Find each line in the records below that contains the word "金田糸田田川線", and copy it out.

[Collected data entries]
|---|
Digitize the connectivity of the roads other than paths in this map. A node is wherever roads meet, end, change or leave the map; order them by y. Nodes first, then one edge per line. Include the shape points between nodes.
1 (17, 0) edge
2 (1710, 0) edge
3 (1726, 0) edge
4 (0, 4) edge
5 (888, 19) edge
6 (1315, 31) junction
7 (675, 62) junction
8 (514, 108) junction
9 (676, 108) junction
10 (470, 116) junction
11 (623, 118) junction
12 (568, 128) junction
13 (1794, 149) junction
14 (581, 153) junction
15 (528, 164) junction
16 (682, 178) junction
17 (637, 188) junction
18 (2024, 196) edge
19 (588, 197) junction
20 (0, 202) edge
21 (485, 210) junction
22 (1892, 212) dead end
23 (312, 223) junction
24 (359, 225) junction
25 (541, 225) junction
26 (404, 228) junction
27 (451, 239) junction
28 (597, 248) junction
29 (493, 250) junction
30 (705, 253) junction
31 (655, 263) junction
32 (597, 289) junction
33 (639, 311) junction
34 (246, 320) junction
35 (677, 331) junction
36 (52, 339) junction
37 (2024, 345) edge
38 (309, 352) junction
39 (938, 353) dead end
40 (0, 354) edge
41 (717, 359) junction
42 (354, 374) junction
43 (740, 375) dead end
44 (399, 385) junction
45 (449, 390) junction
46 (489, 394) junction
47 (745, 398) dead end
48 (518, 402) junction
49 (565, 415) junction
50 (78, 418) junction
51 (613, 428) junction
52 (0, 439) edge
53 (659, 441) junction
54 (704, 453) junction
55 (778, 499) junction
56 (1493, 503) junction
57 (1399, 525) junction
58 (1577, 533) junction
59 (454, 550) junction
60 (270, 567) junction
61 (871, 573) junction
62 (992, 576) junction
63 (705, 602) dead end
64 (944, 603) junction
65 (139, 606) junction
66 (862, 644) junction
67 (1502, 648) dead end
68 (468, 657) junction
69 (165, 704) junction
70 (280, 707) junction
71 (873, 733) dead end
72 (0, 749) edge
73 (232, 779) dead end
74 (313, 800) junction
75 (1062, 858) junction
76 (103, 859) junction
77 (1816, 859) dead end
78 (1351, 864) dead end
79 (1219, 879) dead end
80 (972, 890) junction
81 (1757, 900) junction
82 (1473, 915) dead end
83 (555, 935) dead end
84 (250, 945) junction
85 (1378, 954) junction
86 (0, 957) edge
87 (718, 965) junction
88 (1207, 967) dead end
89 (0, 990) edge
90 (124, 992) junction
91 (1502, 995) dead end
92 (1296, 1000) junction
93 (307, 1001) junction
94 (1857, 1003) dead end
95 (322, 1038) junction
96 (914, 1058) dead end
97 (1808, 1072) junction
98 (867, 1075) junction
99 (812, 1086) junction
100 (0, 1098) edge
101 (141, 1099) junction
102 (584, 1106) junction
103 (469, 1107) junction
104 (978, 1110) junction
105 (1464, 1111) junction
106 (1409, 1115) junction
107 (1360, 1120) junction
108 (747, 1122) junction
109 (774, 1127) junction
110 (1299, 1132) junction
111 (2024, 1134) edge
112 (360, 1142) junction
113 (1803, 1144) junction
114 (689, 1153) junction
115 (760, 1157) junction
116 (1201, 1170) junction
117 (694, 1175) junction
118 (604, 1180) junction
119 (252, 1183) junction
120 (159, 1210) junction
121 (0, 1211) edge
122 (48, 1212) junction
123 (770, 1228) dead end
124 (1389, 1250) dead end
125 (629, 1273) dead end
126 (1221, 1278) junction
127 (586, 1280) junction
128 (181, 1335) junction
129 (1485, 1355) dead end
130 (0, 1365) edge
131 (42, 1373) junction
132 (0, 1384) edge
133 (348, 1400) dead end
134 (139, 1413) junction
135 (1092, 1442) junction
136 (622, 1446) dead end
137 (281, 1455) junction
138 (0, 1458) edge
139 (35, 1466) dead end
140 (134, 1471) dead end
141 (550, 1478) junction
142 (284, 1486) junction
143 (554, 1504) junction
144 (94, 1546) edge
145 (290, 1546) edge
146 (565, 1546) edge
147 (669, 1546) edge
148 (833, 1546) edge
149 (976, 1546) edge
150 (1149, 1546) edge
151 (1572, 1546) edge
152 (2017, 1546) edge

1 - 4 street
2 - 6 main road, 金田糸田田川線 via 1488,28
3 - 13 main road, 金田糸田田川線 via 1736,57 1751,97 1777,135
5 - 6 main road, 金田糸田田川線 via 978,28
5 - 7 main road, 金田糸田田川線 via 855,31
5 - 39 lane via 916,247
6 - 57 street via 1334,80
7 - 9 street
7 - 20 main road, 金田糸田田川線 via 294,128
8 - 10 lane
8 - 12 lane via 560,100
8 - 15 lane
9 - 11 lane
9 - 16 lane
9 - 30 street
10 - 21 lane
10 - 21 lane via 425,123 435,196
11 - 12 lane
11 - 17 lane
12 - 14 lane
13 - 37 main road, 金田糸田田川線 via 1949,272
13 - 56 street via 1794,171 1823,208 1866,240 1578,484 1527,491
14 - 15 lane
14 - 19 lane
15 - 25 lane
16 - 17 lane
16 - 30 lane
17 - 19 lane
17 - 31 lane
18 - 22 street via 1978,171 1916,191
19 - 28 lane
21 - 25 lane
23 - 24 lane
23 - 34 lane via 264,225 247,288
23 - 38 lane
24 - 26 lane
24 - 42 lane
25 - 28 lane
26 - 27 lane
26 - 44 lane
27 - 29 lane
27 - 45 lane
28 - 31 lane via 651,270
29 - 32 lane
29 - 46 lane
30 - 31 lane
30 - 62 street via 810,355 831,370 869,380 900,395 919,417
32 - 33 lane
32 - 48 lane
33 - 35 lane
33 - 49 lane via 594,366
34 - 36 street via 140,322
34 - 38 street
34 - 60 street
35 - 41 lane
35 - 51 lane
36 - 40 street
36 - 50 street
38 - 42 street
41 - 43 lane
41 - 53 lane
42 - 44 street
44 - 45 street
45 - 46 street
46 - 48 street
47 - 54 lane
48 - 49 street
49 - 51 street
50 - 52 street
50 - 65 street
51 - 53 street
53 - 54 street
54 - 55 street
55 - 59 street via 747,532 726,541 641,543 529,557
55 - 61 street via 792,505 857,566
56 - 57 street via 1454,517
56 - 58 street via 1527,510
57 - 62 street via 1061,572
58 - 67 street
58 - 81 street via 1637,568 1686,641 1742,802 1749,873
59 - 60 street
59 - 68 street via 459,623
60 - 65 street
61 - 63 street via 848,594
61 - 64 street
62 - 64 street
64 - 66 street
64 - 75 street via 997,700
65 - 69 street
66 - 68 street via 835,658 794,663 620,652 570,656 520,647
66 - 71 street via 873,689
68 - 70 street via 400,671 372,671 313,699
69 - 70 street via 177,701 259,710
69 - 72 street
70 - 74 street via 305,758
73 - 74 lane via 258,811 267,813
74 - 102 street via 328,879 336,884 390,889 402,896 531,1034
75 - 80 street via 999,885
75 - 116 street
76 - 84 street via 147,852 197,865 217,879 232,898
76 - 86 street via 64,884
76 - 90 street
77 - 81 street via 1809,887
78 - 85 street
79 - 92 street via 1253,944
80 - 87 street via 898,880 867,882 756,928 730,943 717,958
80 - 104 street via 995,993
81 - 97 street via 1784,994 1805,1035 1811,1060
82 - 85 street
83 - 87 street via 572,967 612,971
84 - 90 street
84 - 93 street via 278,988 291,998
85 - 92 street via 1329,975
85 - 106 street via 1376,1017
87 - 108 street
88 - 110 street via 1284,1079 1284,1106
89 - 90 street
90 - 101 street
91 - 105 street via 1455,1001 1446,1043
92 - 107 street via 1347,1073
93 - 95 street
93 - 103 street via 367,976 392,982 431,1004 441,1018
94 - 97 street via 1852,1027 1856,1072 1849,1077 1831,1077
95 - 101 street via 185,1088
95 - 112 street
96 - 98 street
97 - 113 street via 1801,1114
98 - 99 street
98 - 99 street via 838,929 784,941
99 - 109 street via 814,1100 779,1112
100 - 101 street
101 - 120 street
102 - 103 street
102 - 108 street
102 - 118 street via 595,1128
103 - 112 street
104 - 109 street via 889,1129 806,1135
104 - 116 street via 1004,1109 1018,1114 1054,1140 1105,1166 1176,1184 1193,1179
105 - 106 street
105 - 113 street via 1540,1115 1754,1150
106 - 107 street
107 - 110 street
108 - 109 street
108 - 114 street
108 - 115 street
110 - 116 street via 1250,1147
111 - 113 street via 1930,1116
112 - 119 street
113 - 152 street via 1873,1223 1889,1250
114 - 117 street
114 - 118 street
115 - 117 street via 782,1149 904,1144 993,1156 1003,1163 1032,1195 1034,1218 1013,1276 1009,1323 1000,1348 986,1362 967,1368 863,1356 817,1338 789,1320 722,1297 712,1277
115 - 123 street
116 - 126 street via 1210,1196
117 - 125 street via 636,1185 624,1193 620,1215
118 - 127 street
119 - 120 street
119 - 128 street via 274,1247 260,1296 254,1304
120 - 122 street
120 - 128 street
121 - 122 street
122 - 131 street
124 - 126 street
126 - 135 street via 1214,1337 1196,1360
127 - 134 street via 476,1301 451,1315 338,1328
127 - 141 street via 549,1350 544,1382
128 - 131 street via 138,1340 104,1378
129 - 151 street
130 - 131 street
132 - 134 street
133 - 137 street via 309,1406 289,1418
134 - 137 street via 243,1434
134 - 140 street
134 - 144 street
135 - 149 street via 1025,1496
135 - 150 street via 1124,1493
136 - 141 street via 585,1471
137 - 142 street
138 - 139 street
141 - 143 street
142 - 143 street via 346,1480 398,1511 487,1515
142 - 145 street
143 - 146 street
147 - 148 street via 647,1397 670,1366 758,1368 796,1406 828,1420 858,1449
|---|
• _RESULT_
2 - 6 main road, 金田糸田田川線 via 1488,28
3 - 13 main road, 金田糸田田川線 via 1736,57 1751,97 1777,135
5 - 6 main road, 金田糸田田川線 via 978,28
5 - 7 main road, 金田糸田田川線 via 855,31
7 - 20 main road, 金田糸田田川線 via 294,128
13 - 37 main road, 金田糸田田川線 via 1949,272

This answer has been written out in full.